Problem to solve =>
The full data, repeated exactly, is the only answer needed.

Records for this exercise =>
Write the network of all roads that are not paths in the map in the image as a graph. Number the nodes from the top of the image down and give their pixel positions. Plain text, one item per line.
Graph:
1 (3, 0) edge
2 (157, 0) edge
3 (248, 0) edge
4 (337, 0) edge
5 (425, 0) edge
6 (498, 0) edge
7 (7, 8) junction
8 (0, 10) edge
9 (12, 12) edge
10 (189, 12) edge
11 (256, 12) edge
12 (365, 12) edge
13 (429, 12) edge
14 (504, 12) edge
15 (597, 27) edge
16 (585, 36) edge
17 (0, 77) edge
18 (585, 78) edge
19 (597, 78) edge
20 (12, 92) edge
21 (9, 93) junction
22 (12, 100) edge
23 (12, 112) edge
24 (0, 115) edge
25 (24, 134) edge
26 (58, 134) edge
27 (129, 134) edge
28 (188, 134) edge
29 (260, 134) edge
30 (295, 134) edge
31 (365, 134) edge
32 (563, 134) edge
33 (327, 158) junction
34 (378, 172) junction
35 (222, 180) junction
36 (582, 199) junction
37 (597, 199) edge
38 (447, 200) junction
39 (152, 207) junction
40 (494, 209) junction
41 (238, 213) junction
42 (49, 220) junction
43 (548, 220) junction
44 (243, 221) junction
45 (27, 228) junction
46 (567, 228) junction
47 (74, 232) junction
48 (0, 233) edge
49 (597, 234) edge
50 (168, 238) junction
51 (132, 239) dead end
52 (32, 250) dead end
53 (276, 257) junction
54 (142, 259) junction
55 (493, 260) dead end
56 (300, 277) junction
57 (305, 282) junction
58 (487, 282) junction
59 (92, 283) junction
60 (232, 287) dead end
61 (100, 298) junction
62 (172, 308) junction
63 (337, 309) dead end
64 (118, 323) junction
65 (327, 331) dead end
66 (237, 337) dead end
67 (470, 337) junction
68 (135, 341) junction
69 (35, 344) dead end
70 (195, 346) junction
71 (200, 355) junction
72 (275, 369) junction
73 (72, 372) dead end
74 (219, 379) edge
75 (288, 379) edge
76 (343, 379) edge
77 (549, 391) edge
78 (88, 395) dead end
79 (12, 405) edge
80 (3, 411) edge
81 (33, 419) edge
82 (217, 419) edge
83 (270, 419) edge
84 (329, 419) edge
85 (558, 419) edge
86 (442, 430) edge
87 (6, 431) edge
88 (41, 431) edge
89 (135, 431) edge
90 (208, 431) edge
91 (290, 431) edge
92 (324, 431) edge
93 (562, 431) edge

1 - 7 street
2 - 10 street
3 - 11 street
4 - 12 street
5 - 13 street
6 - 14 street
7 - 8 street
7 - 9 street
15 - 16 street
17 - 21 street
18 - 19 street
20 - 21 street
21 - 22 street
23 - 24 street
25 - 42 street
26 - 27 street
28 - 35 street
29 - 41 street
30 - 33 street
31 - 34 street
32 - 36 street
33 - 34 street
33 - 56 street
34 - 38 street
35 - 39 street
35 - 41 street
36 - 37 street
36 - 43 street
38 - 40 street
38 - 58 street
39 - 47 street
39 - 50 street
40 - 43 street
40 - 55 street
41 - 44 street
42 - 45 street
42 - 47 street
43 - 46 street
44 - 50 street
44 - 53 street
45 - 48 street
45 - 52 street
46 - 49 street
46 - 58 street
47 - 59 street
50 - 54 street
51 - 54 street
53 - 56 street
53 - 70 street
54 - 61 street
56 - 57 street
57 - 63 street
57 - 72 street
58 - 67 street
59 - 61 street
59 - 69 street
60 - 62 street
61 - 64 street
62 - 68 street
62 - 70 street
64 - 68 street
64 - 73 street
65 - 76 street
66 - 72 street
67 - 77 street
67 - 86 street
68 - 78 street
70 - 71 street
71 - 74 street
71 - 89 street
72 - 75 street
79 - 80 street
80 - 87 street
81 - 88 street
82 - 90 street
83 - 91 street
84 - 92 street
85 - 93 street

Solution =>
Write the network of all roads that are not paths in the map in the image as a graph. Number the nodes from the top of the image down and give their pixel positions. Plain text, one item per line.
Graph:
1 (3, 0) edge
2 (157, 0) edge
3 (248, 0) edge
4 (337, 0) edge
5 (425, 0) edge
6 (498, 0) edge
7 (7, 8) junction
8 (0, 10) edge
9 (12, 12) edge
10 (189, 12) edge
11 (256, 12) edge
12 (365, 12) edge
13 (429, 12) edge
14 (504, 12) edge
15 (597, 27) edge
16 (585, 36) edge
17 (0, 77) edge
18 (585, 78) edge
19 (597, 78) edge
20 (12, 92) edge
21 (9, 93) junction
22 (12, 100) edge
23 (12, 112) edge
24 (0, 115) edge
25 (24, 134) edge
26 (58, 134) edge
27 (129, 134) edge
28 (188, 134) edge
29 (260, 134) edge
30 (295, 134) edge
31 (365, 134) edge
32 (563, 134) edge
33 (327, 158) junction
34 (378, 172) junction
35 (222, 180) junction
36 (582, 199) junction
37 (597, 199) edge
38 (447, 200) junction
39 (152, 207) junction
40 (494, 209) junction
41 (238, 213) junction
42 (49, 220) junction
43 (548, 220) junction
44 (243, 221) junction
45 (27, 228) junction
46 (567, 228) junction
47 (74, 232) junction
48 (0, 233) edge
49 (597, 234) edge
50 (168, 238) junction
51 (132, 239) dead end
52 (32, 250) dead end
53 (276, 257) junction
54 (142, 259) junction
55 (493, 260) dead end
56 (300, 277) junction
57 (305, 282) junction
58 (487, 282) junction
59 (92, 283) junction
60 (232, 287) dead end
61 (100, 298) junction
62 (172, 308) junction
63 (337, 309) dead end
64 (118, 323) junction
65 (327, 331) dead end
66 (237, 337) dead end
67 (470, 337) junction
68 (135, 341) junction
69 (35, 344) dead end
70 (195, 346) junction
71 (200, 355) junction
72 (275, 369) junction
73 (72, 372) dead end
74 (219, 379) edge
75 (288, 379) edge
76 (343, 379) edge
77 (549, 391) edge
78 (88, 395) dead end
79 (12, 405) edge
80 (3, 411) edge
81 (33, 419) edge
82 (217, 419) edge
83 (270, 419) edge
84 (329, 419) edge
85 (558, 419) edge
86 (442, 430) edge
87 (6, 431) edge
88 (41, 431) edge
89 (135, 431) edge
90 (208, 431) edge
91 (290, 431) edge
92 (324, 431) edge
93 (562, 431) edge

1 - 7 street
2 - 10 street
3 - 11 street
4 - 12 street
5 - 13 street
6 - 14 street
7 - 8 street
7 - 9 street
15 - 16 street
17 - 21 street
18 - 19 street
20 - 21 street
21 - 22 street
23 - 24 street
25 - 42 street
26 - 27 street
28 - 35 street
29 - 41 street
30 - 33 street
31 - 34 street
32 - 36 street
33 - 34 street
33 - 56 street
34 - 38 street
35 - 39 street
35 - 41 street
36 - 37 street
36 - 43 street
38 - 40 street
38 - 58 street
39 - 47 street
39 - 50 street
40 - 43 street
40 - 55 street
41 - 44 street
42 - 45 street
42 - 47 street
43 - 46 street
44 - 50 street
44 - 53 street
45 - 48 street
45 - 52 street
46 - 49 street
46 - 58 street
47 - 59 street
50 - 54 street
51 - 54 street
53 - 56 street
53 - 70 street
54 - 61 street
56 - 57 street
57 - 63 street
57 - 72 street
58 - 67 street
59 - 61 street
59 - 69 street
60 - 62 street
61 - 64 street
62 - 68 street
62 - 70 street
64 - 68 street
64 - 73 street
65 - 76 street
66 - 72 street
67 - 77 street
67 - 86 street
68 - 78 street
70 - 71 street
71 - 74 street
71 - 89 street
72 - 75 street
79 - 80 street
80 - 87 street
81 - 88 street
82 - 90 street
83 - 91 street
84 - 92 street
85 - 93 street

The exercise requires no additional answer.